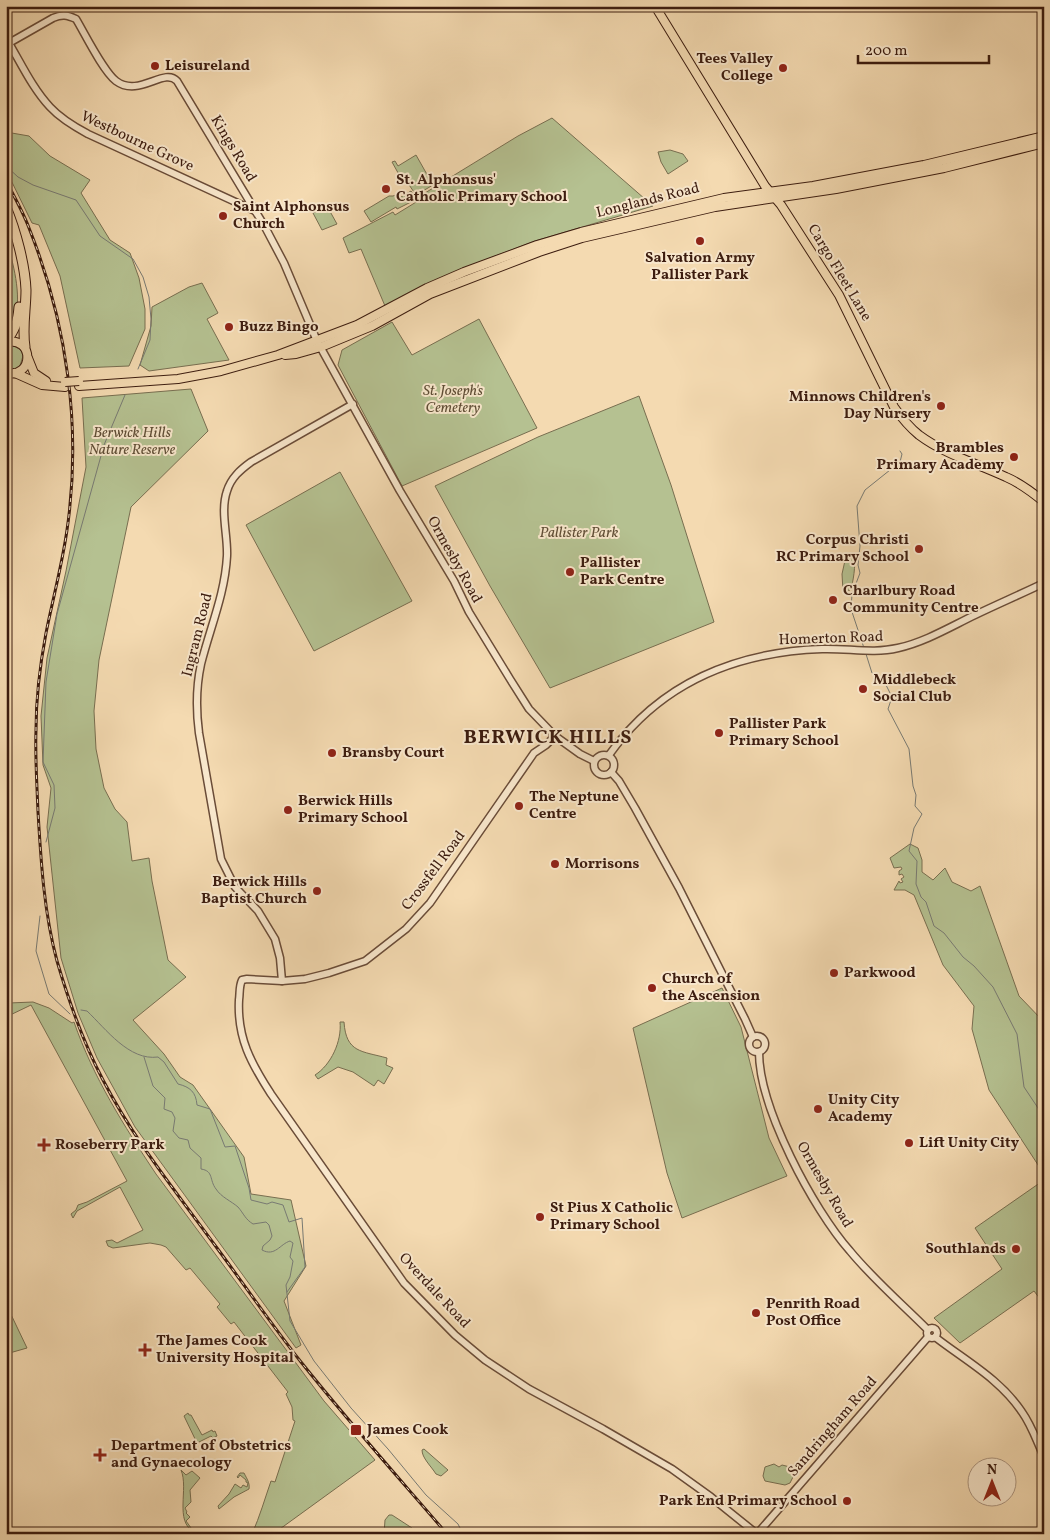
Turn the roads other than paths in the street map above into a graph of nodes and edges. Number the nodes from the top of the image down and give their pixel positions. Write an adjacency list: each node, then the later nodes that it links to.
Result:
1 (655, 6): 5 (main road, Cargo Fleet Lane)
2 (8, 41): 6 (street, Kings Road); 8 (street, Westbourne Grove)
3 (1044, 136): 5 (main road, Longlands Road)
4 (1044, 143): 7 (main road, Longlands Road)
5 (770, 191): 7 (main road, Cargo Fleet Lane); 13 (main road, Longlands Road)
6 (245, 192): 8 (street); 10 (street, Kings Road)
7 (776, 198): 13 (main road, Longlands Road); 19 (main road, Cargo Fleet Lane)
8 (232, 200): 10 (street, Westbourne Grove)
9 (6, 207): 14 (highway)
10 (256, 211): 13 (street, Kings Road)
11 (6, 226): 12 (highway)
12 (6, 341): 14 (main road)
13 (319, 344): 17 (main road, Longlands Road, bridge); 18 (street, Ormesby Road)
14 (24, 347): 15 (main road, Longlands Road)
15 (28, 358): 16 (main road, Longlands Road); 17 (main road, Longlands Road)
16 (10, 374): 17 (main road, Longlands Road)
17 (65, 384)
18 (353, 404): 21 (street, Ormesby Road); 26 (street, Ingram Road)
19 (1044, 502)
20 (1044, 582): 22 (street, Homerton Road)
21 (555, 736): 23 (street, Ormesby Road); 26 (street, Crossfell Road)
22 (609, 755): 23 (street); 24 (street)
23 (594, 761): 24 (street)
24 (611, 772): 27 (street)
25 (242, 980): 26 (street, Crossfell Road); 31 (street, Overdale Road)
26 (282, 981)
27 (753, 1036): 28 (street); 28 (street)
28 (759, 1052): 29 (street, Ormesby Road)
29 (930, 1335): 30 (street, Ormesby Road); 31 (street, Sandringham Road)
30 (1044, 1457)
31 (757, 1534)

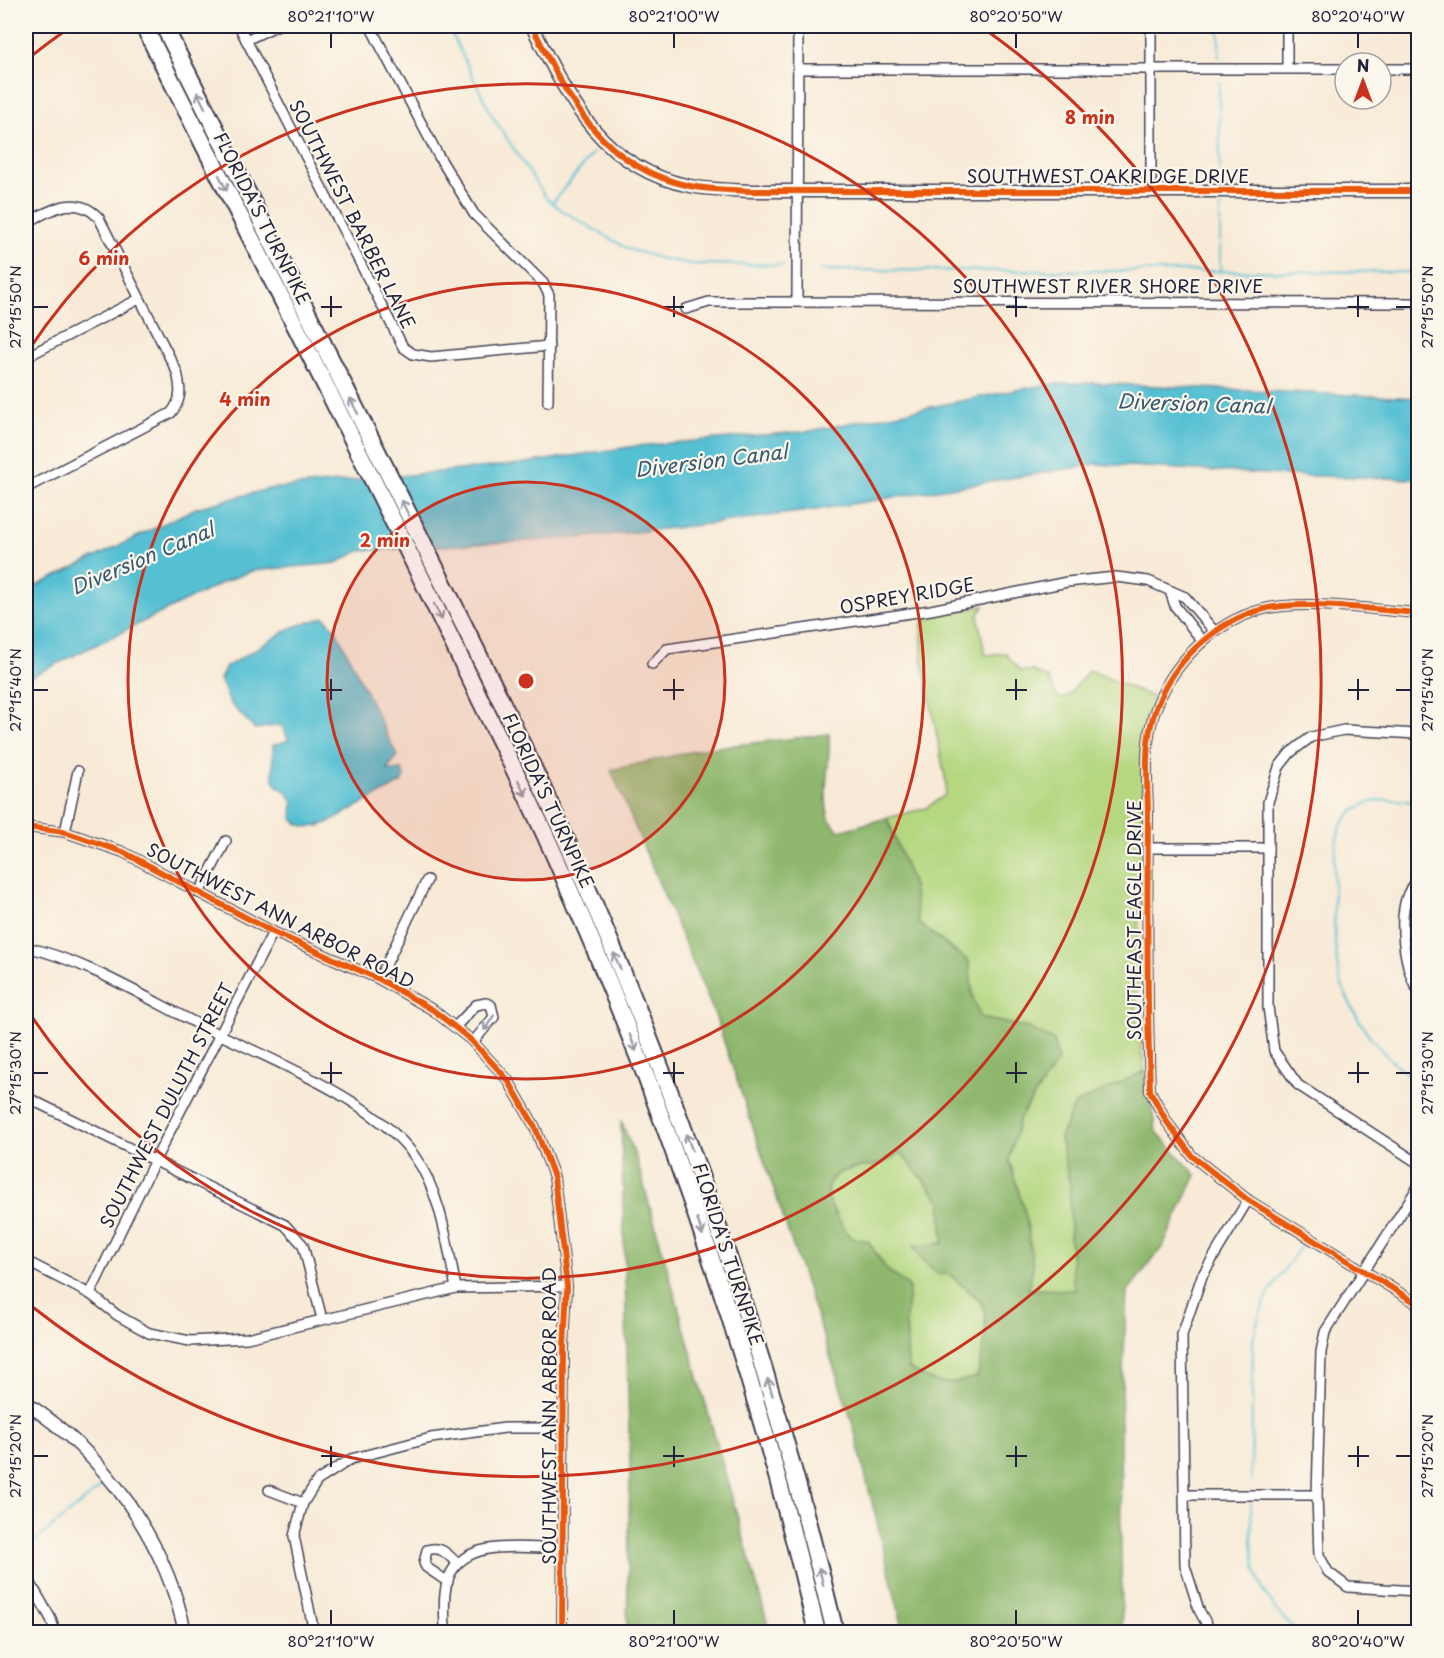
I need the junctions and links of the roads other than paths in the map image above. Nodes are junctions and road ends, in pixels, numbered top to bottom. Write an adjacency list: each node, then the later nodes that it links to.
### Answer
1 (144, 26): 81 (highway, FLORIDA'S TURNPIKE, one-way to 81)
2 (164, 26): 82 (highway, FLORIDA'S TURNPIKE, one-way to 2)
3 (239, 26): 10 (street, SOUTHWEST BARBER LANE)
4 (276, 26): 10 (street)
5 (370, 26): 25 (street)
6 (532, 26): 17 (street, SOUTHWEST OAKRIDGE DRIVE)
7 (798, 26): 11 (street)
8 (1151, 26): 12 (street)
9 (1287, 26): 13 (street)
10 (246, 40): 25 (street, SOUTHWEST BARBER LANE)
11 (798, 69): 12 (street); 17 (street)
12 (1151, 69): 13 (street); 18 (street)
13 (1287, 69): 14 (street)
14 (1333, 69)
15 (1393, 69): 16 (street)
16 (1419, 69)
17 (798, 190): 18 (street, SOUTHWEST OAKRIDGE DRIVE); 22 (street)
18 (1152, 190): 19 (street, SOUTHWEST OAKRIDGE DRIVE)
19 (1419, 191)
20 (26, 223): 21 (street)
21 (139, 299): 26 (street); 28 (street)
22 (797, 301): 23 (street, SOUTHWEST RIVER SHORE DRIVE); 24 (street, SOUTHWEST RIVER SHORE DRIVE)
23 (1419, 303)
24 (686, 309)
25 (549, 346): 27 (street)
26 (26, 357)
27 (548, 402)
28 (26, 488)
29 (1170, 591): 30 (street, OSPREY RIDGE); 32 (street); 35 (street, OSPREY RIDGE)
30 (1195, 607): 32 (street); 33 (street, OSPREY RIDGE)
31 (1419, 613): 33 (street, SOUTHEAST EAGLE DRIVE)
32 (1184, 616): 34 (street)
33 (1215, 632): 34 (street, SOUTHEAST EAGLE DRIVE)
34 (1203, 642): 41 (street, SOUTHEAST EAGLE DRIVE)
35 (652, 664)
36 (1419, 734): 42 (street)
37 (78, 771): 39 (street)
38 (26, 827): 39 (street, SOUTHWEST ANN ARBOR ROAD)
39 (65, 832): 45 (street, SOUTHWEST ANN ARBOR ROAD)
40 (226, 841): 45 (street)
41 (1147, 848): 42 (street); 57 (street, SOUTHEAST EAGLE DRIVE)
42 (1268, 848): 55 (street)
43 (427, 880): 48 (street)
44 (1419, 882): 49 (street)
45 (199, 893): 46 (street, SOUTHWEST ANN ARBOR ROAD)
46 (273, 932): 48 (street, SOUTHWEST ANN ARBOR ROAD); 51 (street, SOUTHWEST DULUTH STREET)
47 (26, 947): 51 (street)
48 (379, 979): 50 (street, SOUTHWEST ANN ARBOR ROAD)
49 (1419, 990)
50 (455, 1027): 52 (street, SOUTHWEST ANN ARBOR ROAD); 52 (street, one-way to 52)
51 (221, 1036): 54 (street, SOUTHWEST DULUTH STREET); 61 (street)
52 (472, 1042): 60 (street, SOUTHWEST ANN ARBOR ROAD)
53 (26, 1097): 54 (street)
54 (155, 1160): 62 (street, SOUTHWEST DULUTH STREET); 64 (street)
55 (1419, 1163)
56 (1419, 1187): 59 (street)
57 (1248, 1200): 59 (street, SOUTHEAST EAGLE DRIVE); 68 (street)
58 (26, 1261): 62 (street)
59 (1366, 1271): 63 (street, SOUTHEAST EAGLE DRIVE); 69 (street)
60 (567, 1287): 61 (street); 66 (street, SOUTHWEST ANN ARBOR ROAD)
61 (456, 1288): 64 (street)
62 (90, 1294): 64 (street)
63 (1419, 1304)
64 (322, 1319)
65 (26, 1403): 77 (street)
66 (565, 1428): 70 (street); 71 (street, SOUTHWEST ANN ARBOR ROAD)
67 (269, 1490): 70 (street)
68 (1185, 1495): 69 (street); 83 (street)
69 (1317, 1495): 75 (street)
70 (303, 1503): 78 (street)
71 (563, 1549): 72 (street); 80 (street, SOUTHWEST ANN ARBOR ROAD)
72 (457, 1563): 74 (street); 74 (street)
73 (26, 1575): 76 (street)
74 (448, 1582): 79 (street)
75 (1419, 1591)
76 (55, 1632)
77 (185, 1632)
78 (314, 1632)
79 (445, 1632)
80 (562, 1632)
81 (817, 1632)
82 (835, 1632)
83 (1210, 1632)

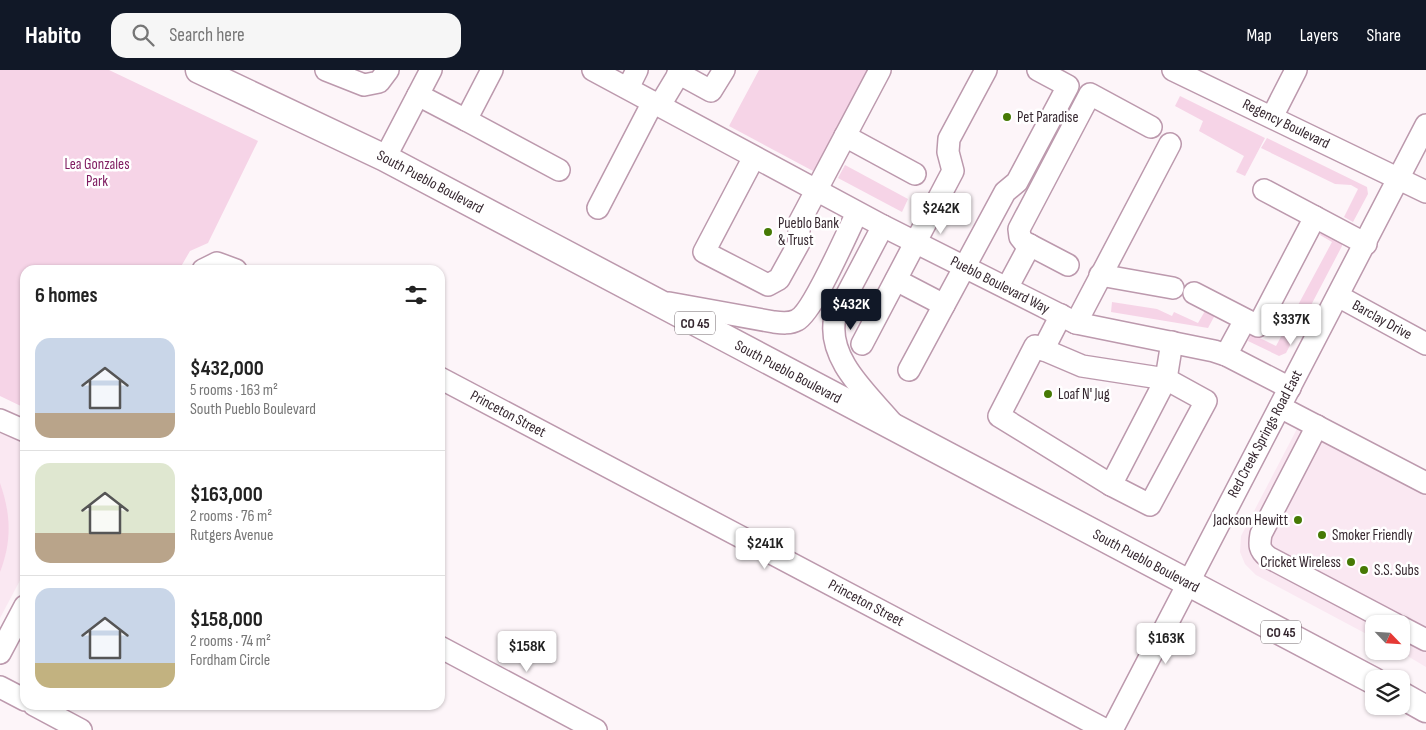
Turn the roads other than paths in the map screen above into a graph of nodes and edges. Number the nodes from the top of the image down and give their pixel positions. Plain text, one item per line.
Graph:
1 (199, 70) edge
2 (388, 70) edge
3 (432, 70) edge
4 (492, 70) edge
5 (593, 70) edge
6 (724, 70) edge
7 (880, 70) edge
8 (986, 70) edge
9 (1038, 70) edge
10 (1173, 70) edge
11 (1296, 70) edge
12 (331, 71) edge
13 (680, 72) edge
14 (632, 79) edge
15 (418, 95) junction
16 (656, 104) junction
17 (1272, 117) junction
18 (466, 120) junction
19 (1426, 125) edge
20 (1151, 127) dead end
21 (845, 136) junction
22 (1170, 144) dead end
23 (754, 157) junction
24 (385, 158) junction
25 (558, 170) dead end
26 (915, 174) dead end
27 (1399, 179) junction
28 (1264, 190) dead end
29 (816, 191) junction
30 (1426, 192) edge
31 (598, 208) dead end
32 (857, 213) junction
33 (1315, 217) junction
34 (883, 226) junction
35 (915, 242) junction
36 (1366, 244) junction
37 (1030, 245) junction
38 (1068, 265) dead end
39 (965, 267) junction
40 (1100, 275) junction
41 (896, 280) junction
42 (1006, 288) junction
43 (1173, 288) dead end
44 (1194, 293) dead end
45 (1338, 296) junction
46 (654, 301) junction
47 (944, 305) junction
48 (1068, 319) junction
49 (1245, 320) junction
50 (1172, 342) junction
51 (862, 344) dead end
52 (1426, 344) edge
53 (1044, 350) junction
54 (1226, 354) junction
55 (909, 370) dead end
56 (1166, 379) junction
57 (445, 381) edge
58 (1285, 397) junction
59 (0, 420) edge
60 (1317, 426) junction
61 (20, 430) edge
62 (897, 430) junction
63 (1426, 483) edge
64 (1111, 485) junction
65 (1188, 583) junction
66 (20, 615) edge
67 (1378, 615) edge
68 (1410, 632) edge
69 (1426, 640) edge
70 (445, 650) edge
71 (0, 653) edge
72 (1365, 676) edge
73 (0, 687) edge
74 (20, 697) edge
75 (1410, 700) edge
76 (1426, 708) edge
77 (43, 710) edge
78 (81, 730) edge
79 (596, 730) edge
80 (1106, 730) edge
81 (1112, 730) edge

1 - 24 main road, South Pueblo Boulevard / CO 45
2 - 12 street
3 - 15 street
4 - 18 street
5 - 14 street, Pueblo Boulevard Way
6 - 13 street
7 - 21 street
8 - 35 street
9 - 39 street
10 - 17 street, Regency Boulevard
11 - 17 street
13 - 16 street
14 - 16 street, Pueblo Boulevard Way
15 - 18 street
15 - 24 street
16 - 23 street, Pueblo Boulevard Way
16 - 31 street
17 - 27 street, Regency Boulevard
18 - 25 street
19 - 27 street, Red Creek Springs Road East
20 - 37 street
21 - 26 street
21 - 29 street
22 - 40 street
23 - 29 street, Pueblo Boulevard Way
23 - 29 street
24 - 46 main road, South Pueblo Boulevard / CO 45
27 - 30 street, Regency Boulevard
27 - 36 street, Red Creek Springs Road East
28 - 33 street
29 - 32 street, Pueblo Boulevard Way
32 - 34 street, Pueblo Boulevard Way
32 - 46 street
33 - 36 street
33 - 49 street
34 - 35 street, Pueblo Boulevard Way
34 - 62 street
35 - 39 street, Pueblo Boulevard Way
35 - 41 street
36 - 45 street, Red Creek Springs Road East
37 - 38 street
37 - 42 street
39 - 42 street, Pueblo Boulevard Way
39 - 47 street
40 - 43 street
40 - 48 street
41 - 47 street
41 - 51 street
42 - 48 street, Pueblo Boulevard Way
44 - 49 street
45 - 52 street, Barclay Drive
45 - 58 street, Red Creek Springs Road East
46 - 62 main road, South Pueblo Boulevard / CO 45
47 - 55 street
48 - 50 street, Pueblo Boulevard Way
48 - 53 street
49 - 54 street
50 - 54 street, Pueblo Boulevard Way
50 - 56 street
53 - 56 street
53 - 64 street
54 - 58 street, Pueblo Boulevard Way
56 - 64 street
56 - 64 street
57 - 80 street, Princeton Street
58 - 60 street, Pueblo Boulevard Way
58 - 65 street, Red Creek Springs Road East
59 - 61 street
60 - 63 street, Pueblo Boulevard Way
60 - 67 street
62 - 65 main road, South Pueblo Boulevard / CO 45
65 - 72 main road, South Pueblo Boulevard / CO 45
65 - 81 street, Red Creek Springs Road East
66 - 71 street
68 - 69 street
70 - 79 street
73 - 74 street
75 - 76 main road
77 - 78 street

☆ ☆ ☆ ☆ ☆

▶ **PROBLEM REQUIREMENTS**: Every line above that holds the word "Springs" should be copied out.

▶ **REPLY**:
19 - 27 street, Red Creek Springs Road East
27 - 36 street, Red Creek Springs Road East
36 - 45 street, Red Creek Springs Road East
45 - 58 street, Red Creek Springs Road East
58 - 65 street, Red Creek Springs Road East
65 - 81 street, Red Creek Springs Road East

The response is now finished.